Peut-être cela vous arrive-t-il aussi, d’avoir un patient, comme Jean, qui demande compulsivement si « Il reste encore du temps » avant la fin du groupe, sans qu’on entende ce qu’il demande réellement, c’est à dire sans métaphore, au sens propre : « Est ce qu’il reste du
temps » ? A la fin de la séance, il se fige : « on fait statue » « On bouge pas les œils ni la bouche », ce qui n’est pas sans évoquer la catatonie. Un jour, il raconte une histoire : « Les parents sont morts », je lui demande ce que ça veut dire : « Mort ça veut dire qu’il y a plus de temps… Est-ce qu’il reste encore du temps ? ». La fin de la séance s’entend alors dans toute sa crudité. L’arrêt de la séance est un arrêt de mort, la fin de la séance de groupe c’est la fin des temps.

Pouvons-nous ne pas être sourd à ce qui n’a l’air de rien. Il a sûrement dû m’arriver maintes fois de lui dire qu’on s’arrêtait là pour aujourd’hui. Ne pas finir la séance, mais la suspendre, dire plutôt quelque chose comme « Réfléchissez-y pendant ce temps, on continue la semaine prochaine », est- ce une opération clinique ? Faire qu’il reste encore du temps… Cette chirurgie discrète, c’est peut-être ce que Jean Oury a pu appeler la moindre des choses, l’ambiance d’une institution. Ces opérations de continuité, l’air de ne pas y toucher, peuvent-elles construire une durée dans l’institution? Si je vous raconte ce cas, c’est pour être attentive avec vous, non pas tant au contenu de la relation, mais à ce qu’elle construit. Prendre par exemple réellement au sérieux, avec toute la responsabilité que cela requiert, de dire au revoir à un patient psychotique, de dire au revoir à celui qui prend les mots au sérieux, c’est une opération courante, une suture du quotidien. Que répondre à ceux qui nous disent si systématiquement « À demain », même si la prochaine rencontre n’a lieu que la semaine suivante ? Que répondre quand un patient vous demande si « vous habitez là ? » Quel est l’enjeu de la réponse, c’est à dire quel est l’enjeu de la question ?

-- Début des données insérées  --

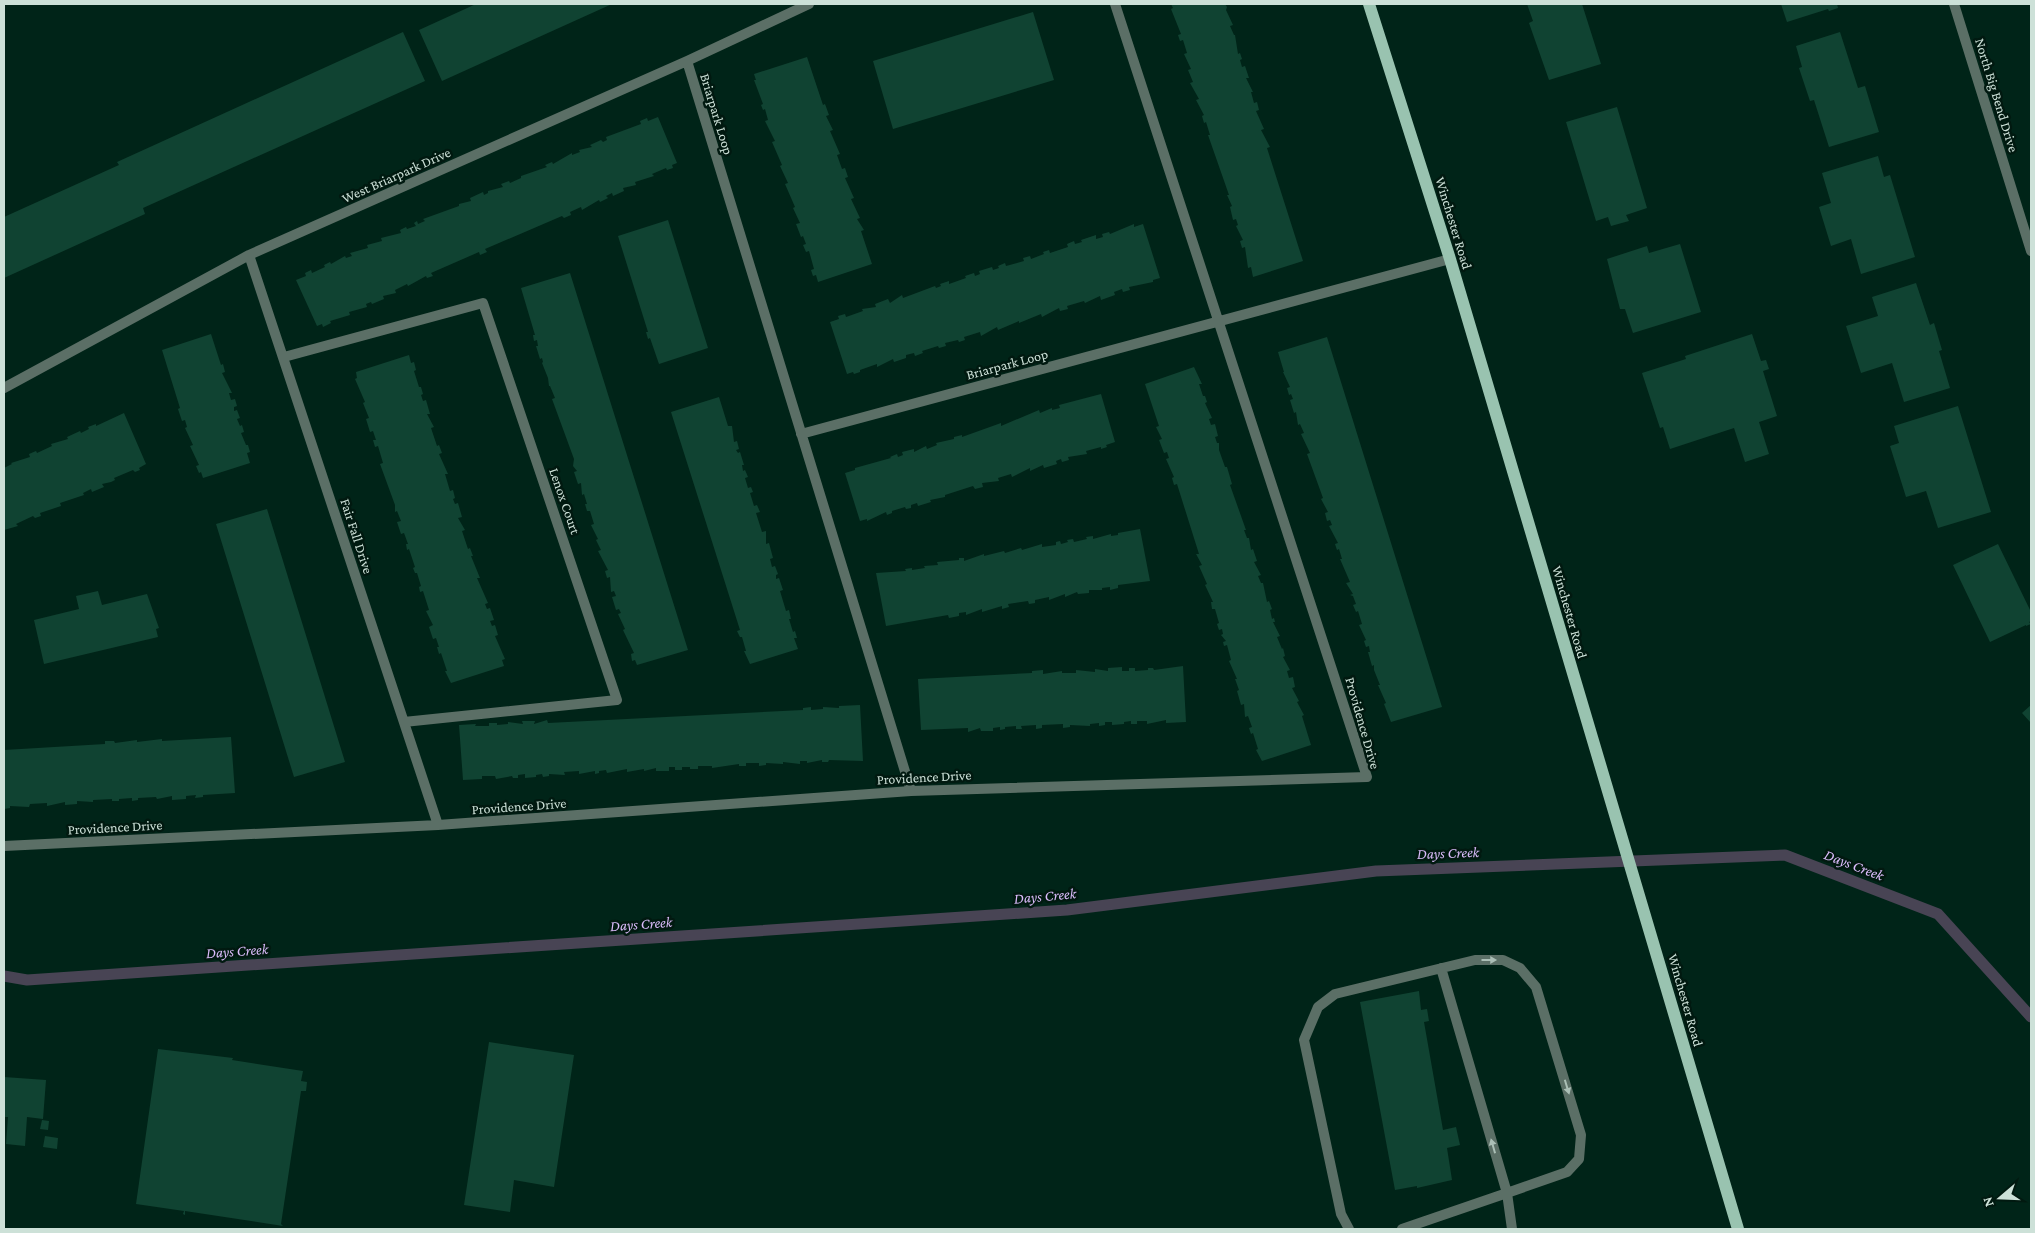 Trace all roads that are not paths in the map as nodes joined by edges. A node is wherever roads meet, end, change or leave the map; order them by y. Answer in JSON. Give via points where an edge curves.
{"nodes":[{"id":1,"x":809,"y":4,"type":"edge"},
{"id":2,"x":1116,"y":4,"type":"edge"},
{"id":3,"x":1369,"y":4,"type":"edge"},
{"id":4,"x":1954,"y":4,"type":"edge"},
{"id":5,"x":687,"y":61,"type":"junction"},
{"id":6,"x":2031,"y":251,"type":"edge"},
{"id":7,"x":250,"y":254,"type":"junction"},
{"id":8,"x":1450,"y":259,"type":"junction"},
{"id":9,"x":1221,"y":321,"type":"junction"},
{"id":10,"x":284,"y":357,"type":"junction"},
{"id":11,"x":4,"y":388,"type":"edge"},
{"id":12,"x":801,"y":434,"type":"junction"},
{"id":13,"x":404,"y":722,"type":"junction"},
{"id":14,"x":911,"y":791,"type":"junction"},
{"id":15,"x":438,"y":826,"type":"junction"},
{"id":16,"x":4,"y":846,"type":"edge"},
{"id":17,"x":1441,"y":968,"type":"junction"},
{"id":18,"x":1507,"y":1193,"type":"junction"},
{"id":19,"x":1349,"y":1229,"type":"edge"},
{"id":20,"x":1402,"y":1229,"type":"edge"},
{"id":21,"x":1512,"y":1229,"type":"edge"},
{"id":22,"x":1738,"y":1229,"type":"edge"}],
"edges":[{"from":1,"to":5,"type":"street","name":"West Briarpark Drive"},
{"from":2,"to":9,"type":"street"},
{"from":3,"to":8,"type":"main road","name":"Winchester Road"},
{"from":4,"to":6,"type":"street","name":"North Big Bend Drive"},
{"from":5,"to":7,"type":"street","name":"West Briarpark Drive"},
{"from":5,"to":12,"type":"street","name":"Briarpark Loop"},
{"from":7,"to":10,"type":"street","name":"Fair Fall Drive"},
{"from":7,"to":11,"type":"street","name":"West Briarpark Drive"},
{"from":8,"to":9,"type":"street","name":"Briarpark Loop"},
{"from":8,"to":22,"type":"main road","name":"Winchester Road"},
{"from":9,"to":12,"type":"street","name":"Briarpark Loop"},
{"from":9,"to":14,"type":"street","name":"Providence Drive","via":[[1367,777]]},
{"from":10,"to":13,"type":"street","name":"Fair Fall Drive"},
{"from":10,"to":13,"type":"street","name":"Lenox Court","via":[[483,303],[617,700]]},
{"from":12,"to":14,"type":"street","name":"Briarpark Loop"},
{"from":13,"to":15,"type":"street","name":"Fair Fall Drive"},
{"from":14,"to":15,"type":"street","name":"Providence Drive"},
{"from":15,"to":16,"type":"street","name":"Providence Drive"},
{"from":18,"to":17,"type":"street","one_way":true},
{"from":17,"to":18,"type":"street","one_way":true,"via":[[1475,960],[1503,960],[1520,968],[1536,987],[1581,1135],[1580,1159],[1567,1172]]},
{"from":17,"to":19,"type":"street","via":[[1335,994],[1318,1007],[1304,1040],[1341,1214]]},
{"from":18,"to":20,"type":"street"},
{"from":18,"to":21,"type":"street"}]}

Les premiers mots de Jean, lors de la première séance de groupe, furent : « Je suis mort ». C’est dire l’effraction de la rencontre qui le tue dès le début. L’infini, c’est aussi ce qui ne commence pas… « Les psychotiques résistent mal au transfert » (Czermak) : L’institution, en diffractant le transfert, peut-elle construire de la durée, c’est à dire un infini en acte quand tout peut faire coupure, la parole évidemment, la discontinuité des regards, chaque pas de porte… La vulnérabilité de ce qui se construit relève d’un tact de chaque instant. La première fois qu’une patiente m’a dit : « Je suis vide à l’intérieur, je sens rien, je sens pas mes organes, sauf mon cœur qui bat », c’était il y a une douzaine d’années, elle avait quatorze ans. « Sauf mon cœur qui bat » : le transfert on l’entend ici, est une opération, à cœur ouvert…
Une question préliminaire à tout traitement possible de la psychose pourrait être : comment ne pas tuer un patient psychotique ? C’est l’opération que nous tenterons de construire lors de ces prochaines journées à Sainte-Anne.